Extract all lines in the data that contain the word "every".

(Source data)
● ● ● ● ●

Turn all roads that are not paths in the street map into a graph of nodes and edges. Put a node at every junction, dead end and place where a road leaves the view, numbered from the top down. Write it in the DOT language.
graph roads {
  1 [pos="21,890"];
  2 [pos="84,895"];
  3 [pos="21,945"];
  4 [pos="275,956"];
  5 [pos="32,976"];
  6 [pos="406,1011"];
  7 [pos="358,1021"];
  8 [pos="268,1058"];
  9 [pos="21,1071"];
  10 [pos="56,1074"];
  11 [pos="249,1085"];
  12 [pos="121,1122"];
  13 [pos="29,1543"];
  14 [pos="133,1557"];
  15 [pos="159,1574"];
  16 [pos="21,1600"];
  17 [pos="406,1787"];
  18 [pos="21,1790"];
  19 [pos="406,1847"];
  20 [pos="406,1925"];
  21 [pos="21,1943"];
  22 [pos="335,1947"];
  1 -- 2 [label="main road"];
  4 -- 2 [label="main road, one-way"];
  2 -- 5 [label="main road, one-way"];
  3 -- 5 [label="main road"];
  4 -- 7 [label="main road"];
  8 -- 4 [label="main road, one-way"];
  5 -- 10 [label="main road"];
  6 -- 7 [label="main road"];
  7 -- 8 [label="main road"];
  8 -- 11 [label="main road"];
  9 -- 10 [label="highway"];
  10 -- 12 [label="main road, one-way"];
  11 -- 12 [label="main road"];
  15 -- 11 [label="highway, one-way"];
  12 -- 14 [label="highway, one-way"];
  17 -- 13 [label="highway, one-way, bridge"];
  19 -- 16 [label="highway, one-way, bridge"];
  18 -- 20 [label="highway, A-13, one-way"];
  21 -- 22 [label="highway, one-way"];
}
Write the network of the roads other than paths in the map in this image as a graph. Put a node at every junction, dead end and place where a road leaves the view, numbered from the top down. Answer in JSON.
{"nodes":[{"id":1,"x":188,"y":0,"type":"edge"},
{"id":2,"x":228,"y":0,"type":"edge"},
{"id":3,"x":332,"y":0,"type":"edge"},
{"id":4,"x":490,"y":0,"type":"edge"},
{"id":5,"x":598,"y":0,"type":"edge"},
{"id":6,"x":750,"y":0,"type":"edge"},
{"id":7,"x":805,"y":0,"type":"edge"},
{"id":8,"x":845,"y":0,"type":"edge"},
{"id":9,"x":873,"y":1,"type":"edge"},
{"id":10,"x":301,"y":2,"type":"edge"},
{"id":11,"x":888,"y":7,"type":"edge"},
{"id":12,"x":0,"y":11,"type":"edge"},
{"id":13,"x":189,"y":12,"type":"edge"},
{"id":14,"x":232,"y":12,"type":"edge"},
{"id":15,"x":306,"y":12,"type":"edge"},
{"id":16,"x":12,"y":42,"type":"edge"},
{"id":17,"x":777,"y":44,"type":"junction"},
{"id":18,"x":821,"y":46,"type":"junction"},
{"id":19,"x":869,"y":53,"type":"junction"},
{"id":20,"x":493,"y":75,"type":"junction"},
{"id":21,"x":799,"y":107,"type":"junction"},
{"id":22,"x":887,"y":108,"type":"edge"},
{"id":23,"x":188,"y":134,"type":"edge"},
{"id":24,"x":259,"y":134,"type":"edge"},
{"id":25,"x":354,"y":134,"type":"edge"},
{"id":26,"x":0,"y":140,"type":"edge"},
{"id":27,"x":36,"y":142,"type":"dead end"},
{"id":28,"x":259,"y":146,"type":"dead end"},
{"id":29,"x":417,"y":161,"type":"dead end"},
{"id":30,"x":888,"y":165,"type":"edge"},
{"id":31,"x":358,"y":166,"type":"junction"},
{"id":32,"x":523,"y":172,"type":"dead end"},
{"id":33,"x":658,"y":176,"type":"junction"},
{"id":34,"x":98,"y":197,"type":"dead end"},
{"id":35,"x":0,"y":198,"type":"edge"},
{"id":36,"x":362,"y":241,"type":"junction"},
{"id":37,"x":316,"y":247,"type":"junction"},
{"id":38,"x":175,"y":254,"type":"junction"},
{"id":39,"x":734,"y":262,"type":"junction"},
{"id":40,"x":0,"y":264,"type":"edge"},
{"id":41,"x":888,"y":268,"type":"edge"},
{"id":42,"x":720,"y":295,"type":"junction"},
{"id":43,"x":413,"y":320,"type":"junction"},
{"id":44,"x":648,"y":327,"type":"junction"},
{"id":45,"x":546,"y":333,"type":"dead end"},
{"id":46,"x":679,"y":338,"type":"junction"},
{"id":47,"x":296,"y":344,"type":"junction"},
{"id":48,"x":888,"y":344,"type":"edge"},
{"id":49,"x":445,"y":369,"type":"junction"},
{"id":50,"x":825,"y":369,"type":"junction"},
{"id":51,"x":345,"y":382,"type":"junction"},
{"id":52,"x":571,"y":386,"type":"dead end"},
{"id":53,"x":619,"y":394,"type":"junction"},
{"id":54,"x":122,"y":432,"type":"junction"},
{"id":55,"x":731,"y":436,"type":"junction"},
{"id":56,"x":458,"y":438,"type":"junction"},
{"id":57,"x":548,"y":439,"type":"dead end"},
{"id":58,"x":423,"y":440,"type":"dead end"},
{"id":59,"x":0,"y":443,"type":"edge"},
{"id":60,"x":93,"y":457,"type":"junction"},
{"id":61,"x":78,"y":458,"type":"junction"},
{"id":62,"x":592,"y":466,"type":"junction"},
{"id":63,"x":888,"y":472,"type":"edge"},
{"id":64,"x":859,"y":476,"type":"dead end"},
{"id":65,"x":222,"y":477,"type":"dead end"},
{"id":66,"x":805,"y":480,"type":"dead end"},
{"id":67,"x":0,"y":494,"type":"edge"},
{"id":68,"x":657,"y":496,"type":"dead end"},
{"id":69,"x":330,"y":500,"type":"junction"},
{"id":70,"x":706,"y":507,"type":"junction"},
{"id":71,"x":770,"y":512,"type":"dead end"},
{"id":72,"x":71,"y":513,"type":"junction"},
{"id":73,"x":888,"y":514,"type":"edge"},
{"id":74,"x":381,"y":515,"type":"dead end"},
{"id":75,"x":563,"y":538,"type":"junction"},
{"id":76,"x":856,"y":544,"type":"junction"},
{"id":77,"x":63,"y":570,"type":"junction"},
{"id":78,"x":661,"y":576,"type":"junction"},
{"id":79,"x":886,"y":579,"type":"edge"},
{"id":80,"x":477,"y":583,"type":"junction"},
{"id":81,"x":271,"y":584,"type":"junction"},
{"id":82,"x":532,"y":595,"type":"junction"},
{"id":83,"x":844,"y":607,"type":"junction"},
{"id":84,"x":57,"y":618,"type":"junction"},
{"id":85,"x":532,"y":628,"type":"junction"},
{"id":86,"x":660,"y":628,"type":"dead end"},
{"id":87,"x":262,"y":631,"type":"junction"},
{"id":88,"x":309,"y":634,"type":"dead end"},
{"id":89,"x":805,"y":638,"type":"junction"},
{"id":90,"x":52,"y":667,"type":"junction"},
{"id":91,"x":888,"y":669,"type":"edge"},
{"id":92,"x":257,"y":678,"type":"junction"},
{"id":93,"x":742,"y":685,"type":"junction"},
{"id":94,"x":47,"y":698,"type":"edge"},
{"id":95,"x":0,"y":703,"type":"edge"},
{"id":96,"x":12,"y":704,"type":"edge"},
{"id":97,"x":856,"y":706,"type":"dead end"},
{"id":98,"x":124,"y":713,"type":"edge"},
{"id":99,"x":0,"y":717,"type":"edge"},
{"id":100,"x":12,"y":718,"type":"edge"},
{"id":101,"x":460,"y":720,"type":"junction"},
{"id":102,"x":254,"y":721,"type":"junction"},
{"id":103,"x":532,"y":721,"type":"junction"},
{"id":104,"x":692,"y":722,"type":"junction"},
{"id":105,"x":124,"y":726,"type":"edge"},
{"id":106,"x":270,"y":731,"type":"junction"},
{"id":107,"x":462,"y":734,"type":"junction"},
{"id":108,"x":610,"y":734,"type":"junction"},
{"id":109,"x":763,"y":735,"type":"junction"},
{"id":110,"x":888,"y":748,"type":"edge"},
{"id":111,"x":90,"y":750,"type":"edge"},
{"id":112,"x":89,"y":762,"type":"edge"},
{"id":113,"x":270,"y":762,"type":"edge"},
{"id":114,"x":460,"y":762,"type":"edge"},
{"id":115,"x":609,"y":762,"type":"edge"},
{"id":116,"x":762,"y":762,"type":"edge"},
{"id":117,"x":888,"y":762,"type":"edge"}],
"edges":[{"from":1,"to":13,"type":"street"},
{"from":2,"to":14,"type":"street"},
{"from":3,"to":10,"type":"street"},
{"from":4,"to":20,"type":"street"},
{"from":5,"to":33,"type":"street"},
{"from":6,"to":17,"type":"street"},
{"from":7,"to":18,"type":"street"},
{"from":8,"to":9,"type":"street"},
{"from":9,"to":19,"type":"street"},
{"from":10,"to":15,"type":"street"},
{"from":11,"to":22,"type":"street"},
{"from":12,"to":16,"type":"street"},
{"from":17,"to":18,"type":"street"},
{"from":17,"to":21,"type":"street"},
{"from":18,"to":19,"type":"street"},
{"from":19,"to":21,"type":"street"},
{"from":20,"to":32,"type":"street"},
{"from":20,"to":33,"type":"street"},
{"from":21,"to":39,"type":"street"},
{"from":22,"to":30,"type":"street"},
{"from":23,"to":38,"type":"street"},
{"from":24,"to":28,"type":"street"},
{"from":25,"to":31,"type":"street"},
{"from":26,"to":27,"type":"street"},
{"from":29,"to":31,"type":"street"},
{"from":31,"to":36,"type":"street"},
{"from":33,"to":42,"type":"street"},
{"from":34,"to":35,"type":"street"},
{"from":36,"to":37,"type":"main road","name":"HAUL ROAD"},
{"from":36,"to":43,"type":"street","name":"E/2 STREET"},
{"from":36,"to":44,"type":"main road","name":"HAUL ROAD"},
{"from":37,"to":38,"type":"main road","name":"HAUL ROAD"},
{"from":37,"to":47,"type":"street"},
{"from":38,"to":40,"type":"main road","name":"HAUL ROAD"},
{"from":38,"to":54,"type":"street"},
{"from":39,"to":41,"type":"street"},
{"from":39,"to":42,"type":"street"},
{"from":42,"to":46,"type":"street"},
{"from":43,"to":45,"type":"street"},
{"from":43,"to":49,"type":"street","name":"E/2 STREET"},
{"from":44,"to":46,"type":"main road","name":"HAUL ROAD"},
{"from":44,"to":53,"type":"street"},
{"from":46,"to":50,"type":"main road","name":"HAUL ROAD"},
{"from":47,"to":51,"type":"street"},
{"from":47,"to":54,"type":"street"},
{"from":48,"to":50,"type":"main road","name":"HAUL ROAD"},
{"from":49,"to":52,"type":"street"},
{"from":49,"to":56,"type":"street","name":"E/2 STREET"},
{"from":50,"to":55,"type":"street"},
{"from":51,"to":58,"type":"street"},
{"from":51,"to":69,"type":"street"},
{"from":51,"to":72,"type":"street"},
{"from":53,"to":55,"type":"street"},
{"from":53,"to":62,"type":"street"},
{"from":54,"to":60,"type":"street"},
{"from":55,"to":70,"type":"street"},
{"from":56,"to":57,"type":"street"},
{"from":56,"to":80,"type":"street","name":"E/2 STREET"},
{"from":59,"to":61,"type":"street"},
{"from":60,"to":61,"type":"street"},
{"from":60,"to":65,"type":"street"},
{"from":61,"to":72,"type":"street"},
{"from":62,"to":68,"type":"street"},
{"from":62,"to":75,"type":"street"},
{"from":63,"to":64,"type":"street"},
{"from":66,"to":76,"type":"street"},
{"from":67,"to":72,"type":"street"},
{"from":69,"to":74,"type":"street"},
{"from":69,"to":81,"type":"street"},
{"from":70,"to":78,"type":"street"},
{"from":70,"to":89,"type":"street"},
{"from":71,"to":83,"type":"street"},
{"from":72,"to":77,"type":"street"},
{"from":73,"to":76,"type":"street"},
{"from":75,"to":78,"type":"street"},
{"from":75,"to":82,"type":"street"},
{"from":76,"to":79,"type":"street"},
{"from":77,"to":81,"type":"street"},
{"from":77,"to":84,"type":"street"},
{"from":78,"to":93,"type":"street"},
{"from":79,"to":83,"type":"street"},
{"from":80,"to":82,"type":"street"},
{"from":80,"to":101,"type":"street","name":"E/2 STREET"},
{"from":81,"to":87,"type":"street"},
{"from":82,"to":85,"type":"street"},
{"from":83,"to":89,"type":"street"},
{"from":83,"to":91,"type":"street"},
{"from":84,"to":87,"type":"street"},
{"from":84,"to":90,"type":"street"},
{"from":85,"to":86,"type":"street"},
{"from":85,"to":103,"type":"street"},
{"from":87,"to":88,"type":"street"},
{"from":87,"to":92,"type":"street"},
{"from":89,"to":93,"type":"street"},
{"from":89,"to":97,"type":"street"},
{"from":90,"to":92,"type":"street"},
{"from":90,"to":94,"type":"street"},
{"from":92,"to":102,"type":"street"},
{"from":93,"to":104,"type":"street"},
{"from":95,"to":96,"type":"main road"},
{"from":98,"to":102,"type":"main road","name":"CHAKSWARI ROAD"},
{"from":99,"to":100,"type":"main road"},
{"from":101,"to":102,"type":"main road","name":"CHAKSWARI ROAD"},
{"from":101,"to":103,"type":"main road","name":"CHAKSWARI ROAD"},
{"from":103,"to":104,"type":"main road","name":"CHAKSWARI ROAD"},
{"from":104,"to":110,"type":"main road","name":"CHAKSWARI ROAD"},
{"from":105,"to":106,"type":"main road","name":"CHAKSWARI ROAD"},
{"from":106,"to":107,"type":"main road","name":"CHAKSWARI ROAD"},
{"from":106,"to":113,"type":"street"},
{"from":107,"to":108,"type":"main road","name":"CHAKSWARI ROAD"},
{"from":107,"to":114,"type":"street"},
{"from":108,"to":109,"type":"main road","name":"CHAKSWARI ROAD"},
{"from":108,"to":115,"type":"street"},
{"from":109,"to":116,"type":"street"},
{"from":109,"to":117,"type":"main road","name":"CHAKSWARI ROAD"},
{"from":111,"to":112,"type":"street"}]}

● ● ● ● ●

◆ Result of the exercise
Turn all roads that are not paths in the street map into a graph of nodes and edges. Put a node at every junction, dead end and place where a road leaves the view, numbered from the top down. Write it in the DOT language.
Write the network of the roads other than paths in the map in this image as a graph. Put a node at every junction, dead end and place where a road leaves the view, numbered from the top down. Answer in JSON.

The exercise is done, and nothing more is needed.